A poster for a Taiwanese dessert.

Not exactly sure what this particular poster is for, but I found it so striking.

This poster made me laugh because I had just gone to see the David in Florence in March. Here's a very rough translation of what it says (there's so many nuances in verb conjugation, here, that the exercise is good practice for me):

Were laughing?
Made to laugh?
Laughter is happiness.
It's because having laughed is being made to love.
Being made to laugh is the highest kindness.  
Right now [I will give] laughter to everyone in the world. 
Surely there will be world peace.
People will become energetic.
The future will be very bright.
Right now five designers are sowing 25 kinds of laughter in the world through posters. 

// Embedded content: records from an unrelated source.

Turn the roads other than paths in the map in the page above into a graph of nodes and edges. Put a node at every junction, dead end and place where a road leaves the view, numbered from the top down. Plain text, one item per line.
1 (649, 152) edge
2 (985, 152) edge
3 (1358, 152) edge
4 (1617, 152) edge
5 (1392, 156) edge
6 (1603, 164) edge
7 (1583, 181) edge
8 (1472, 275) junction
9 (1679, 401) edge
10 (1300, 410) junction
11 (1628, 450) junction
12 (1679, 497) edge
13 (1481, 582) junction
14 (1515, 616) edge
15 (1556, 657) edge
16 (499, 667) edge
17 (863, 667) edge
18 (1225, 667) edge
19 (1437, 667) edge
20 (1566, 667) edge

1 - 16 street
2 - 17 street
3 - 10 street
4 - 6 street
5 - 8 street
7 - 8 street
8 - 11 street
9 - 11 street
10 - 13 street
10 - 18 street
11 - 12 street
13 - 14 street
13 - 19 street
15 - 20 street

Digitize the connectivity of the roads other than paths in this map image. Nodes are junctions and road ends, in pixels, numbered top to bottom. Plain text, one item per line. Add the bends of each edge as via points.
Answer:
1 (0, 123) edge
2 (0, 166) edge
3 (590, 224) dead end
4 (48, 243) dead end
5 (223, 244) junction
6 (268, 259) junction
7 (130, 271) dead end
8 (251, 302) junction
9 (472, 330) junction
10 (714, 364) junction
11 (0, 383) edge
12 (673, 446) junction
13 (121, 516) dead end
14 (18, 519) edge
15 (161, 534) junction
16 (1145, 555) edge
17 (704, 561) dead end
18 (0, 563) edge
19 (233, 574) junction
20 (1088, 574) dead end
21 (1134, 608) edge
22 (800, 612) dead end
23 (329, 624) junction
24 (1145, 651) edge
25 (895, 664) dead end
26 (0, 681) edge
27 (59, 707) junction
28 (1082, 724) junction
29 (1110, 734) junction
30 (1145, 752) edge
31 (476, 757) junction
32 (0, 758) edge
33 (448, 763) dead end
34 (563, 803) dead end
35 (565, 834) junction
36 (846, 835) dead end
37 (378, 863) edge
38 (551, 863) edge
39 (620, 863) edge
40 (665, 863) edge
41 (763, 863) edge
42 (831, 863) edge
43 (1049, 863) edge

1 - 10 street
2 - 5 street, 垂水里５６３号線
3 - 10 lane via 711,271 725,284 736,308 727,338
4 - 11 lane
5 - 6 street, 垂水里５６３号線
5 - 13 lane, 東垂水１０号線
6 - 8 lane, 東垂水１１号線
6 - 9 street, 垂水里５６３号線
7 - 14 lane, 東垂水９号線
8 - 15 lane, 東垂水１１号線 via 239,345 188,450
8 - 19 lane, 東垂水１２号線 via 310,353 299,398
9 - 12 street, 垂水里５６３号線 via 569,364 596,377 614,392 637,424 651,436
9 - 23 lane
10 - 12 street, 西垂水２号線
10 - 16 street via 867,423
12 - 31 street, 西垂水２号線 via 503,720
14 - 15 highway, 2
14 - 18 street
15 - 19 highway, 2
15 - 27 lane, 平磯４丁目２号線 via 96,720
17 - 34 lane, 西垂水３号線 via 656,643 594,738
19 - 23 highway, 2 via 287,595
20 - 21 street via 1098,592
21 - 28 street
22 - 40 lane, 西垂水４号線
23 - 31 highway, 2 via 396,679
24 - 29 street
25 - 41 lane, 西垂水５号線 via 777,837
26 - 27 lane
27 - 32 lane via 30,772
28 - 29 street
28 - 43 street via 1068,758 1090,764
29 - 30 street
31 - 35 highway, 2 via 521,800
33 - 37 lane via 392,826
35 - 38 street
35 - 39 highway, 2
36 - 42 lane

A poster for a chocolate company.

There were, of course, many more posters than the sampling I've provided. I think it's very interesting that you don't really notice bad graphic design, but GREAT graphic design really stands out. And it seems simple--deceptively so--but so difficult to come up with. Like a great ad campaign that you remember for years afterwards (the one that I always think of is one for Heinz ketchup my parents told me about, where the commercials were set to the song "Sweet Anticipation" because the ketchup was so slow to come out of the glass bottles!). 

After that I went back home and just hung around my neighborhood some more. I took a brief walk through the nearby park but didn't stay long because the mosquitoes here, unlike the ones at home, love me. I must have gotten five new bits on my ankles alone. The slightly cooler temperatures aren't worth the itch. I can't WAIT for it to be fall.